(Information supplied begins)

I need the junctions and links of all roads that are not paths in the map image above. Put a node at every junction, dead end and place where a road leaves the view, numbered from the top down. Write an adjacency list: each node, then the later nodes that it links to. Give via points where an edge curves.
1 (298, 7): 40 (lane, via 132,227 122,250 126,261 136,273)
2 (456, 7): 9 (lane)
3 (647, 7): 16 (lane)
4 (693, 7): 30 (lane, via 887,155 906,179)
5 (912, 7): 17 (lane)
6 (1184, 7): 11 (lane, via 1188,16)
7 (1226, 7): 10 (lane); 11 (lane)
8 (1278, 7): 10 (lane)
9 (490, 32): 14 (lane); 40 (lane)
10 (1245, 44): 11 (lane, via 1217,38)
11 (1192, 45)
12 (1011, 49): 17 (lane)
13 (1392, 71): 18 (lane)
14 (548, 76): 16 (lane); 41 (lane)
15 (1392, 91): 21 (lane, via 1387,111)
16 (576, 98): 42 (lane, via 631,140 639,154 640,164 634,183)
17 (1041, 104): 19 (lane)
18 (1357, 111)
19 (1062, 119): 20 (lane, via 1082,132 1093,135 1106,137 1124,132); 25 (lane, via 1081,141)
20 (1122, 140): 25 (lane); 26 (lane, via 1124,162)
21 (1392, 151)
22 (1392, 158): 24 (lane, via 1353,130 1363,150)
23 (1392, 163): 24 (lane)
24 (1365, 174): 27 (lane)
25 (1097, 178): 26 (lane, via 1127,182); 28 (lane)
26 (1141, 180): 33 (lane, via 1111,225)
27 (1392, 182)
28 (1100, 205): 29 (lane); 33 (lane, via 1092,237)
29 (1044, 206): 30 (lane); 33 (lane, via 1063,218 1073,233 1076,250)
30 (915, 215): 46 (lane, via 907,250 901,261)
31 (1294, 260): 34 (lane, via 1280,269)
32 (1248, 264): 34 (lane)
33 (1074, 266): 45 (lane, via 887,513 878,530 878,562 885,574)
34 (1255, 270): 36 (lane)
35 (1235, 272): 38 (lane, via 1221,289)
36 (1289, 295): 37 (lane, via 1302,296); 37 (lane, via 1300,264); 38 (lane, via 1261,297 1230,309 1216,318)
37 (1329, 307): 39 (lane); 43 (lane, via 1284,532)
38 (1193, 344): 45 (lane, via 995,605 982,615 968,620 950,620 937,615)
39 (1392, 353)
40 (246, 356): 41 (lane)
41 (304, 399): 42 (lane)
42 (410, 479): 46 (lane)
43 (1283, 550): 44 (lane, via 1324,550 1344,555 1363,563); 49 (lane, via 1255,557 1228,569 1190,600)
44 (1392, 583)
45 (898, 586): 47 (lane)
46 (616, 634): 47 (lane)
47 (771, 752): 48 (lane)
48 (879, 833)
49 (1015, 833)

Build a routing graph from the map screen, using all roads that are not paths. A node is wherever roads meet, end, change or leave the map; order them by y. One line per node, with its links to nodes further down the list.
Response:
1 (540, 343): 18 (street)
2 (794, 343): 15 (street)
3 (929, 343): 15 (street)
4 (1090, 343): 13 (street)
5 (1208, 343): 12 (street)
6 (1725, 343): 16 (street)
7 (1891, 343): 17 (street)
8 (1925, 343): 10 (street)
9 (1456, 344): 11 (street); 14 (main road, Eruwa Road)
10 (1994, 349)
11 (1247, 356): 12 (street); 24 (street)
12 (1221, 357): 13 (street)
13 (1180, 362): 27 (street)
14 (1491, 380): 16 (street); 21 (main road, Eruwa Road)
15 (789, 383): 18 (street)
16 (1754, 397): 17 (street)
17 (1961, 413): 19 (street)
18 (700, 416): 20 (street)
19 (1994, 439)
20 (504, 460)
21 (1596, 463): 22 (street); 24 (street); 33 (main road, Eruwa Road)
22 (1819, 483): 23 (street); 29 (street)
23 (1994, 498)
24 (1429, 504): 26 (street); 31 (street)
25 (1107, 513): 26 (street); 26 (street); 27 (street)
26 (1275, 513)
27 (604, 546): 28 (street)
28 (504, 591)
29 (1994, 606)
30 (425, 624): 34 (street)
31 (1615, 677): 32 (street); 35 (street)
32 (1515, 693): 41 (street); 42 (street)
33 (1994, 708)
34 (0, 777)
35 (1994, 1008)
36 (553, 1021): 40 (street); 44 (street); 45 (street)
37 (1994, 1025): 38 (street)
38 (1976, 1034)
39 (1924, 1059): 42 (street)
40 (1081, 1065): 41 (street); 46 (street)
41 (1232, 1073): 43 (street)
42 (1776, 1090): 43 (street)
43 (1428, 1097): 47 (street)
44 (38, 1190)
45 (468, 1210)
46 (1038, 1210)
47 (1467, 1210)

(Information supplied ends)

Where does the string "down" appear in the records? Copy every line that holds it.

Exercise answer:
I need the junctions and links of all roads that are not paths in the map image above. Put a node at every junction, dead end and place where a road leaves the view, numbered from the top down. Write an adjacency list: each node, then the later nodes that it links to. Give via points where an edge curves.
Build a routing graph from the map screen, using all roads that are not paths. A node is wherever roads meet, end, change or leave the map; order them by y. One line per node, with its links to nodes further down the list.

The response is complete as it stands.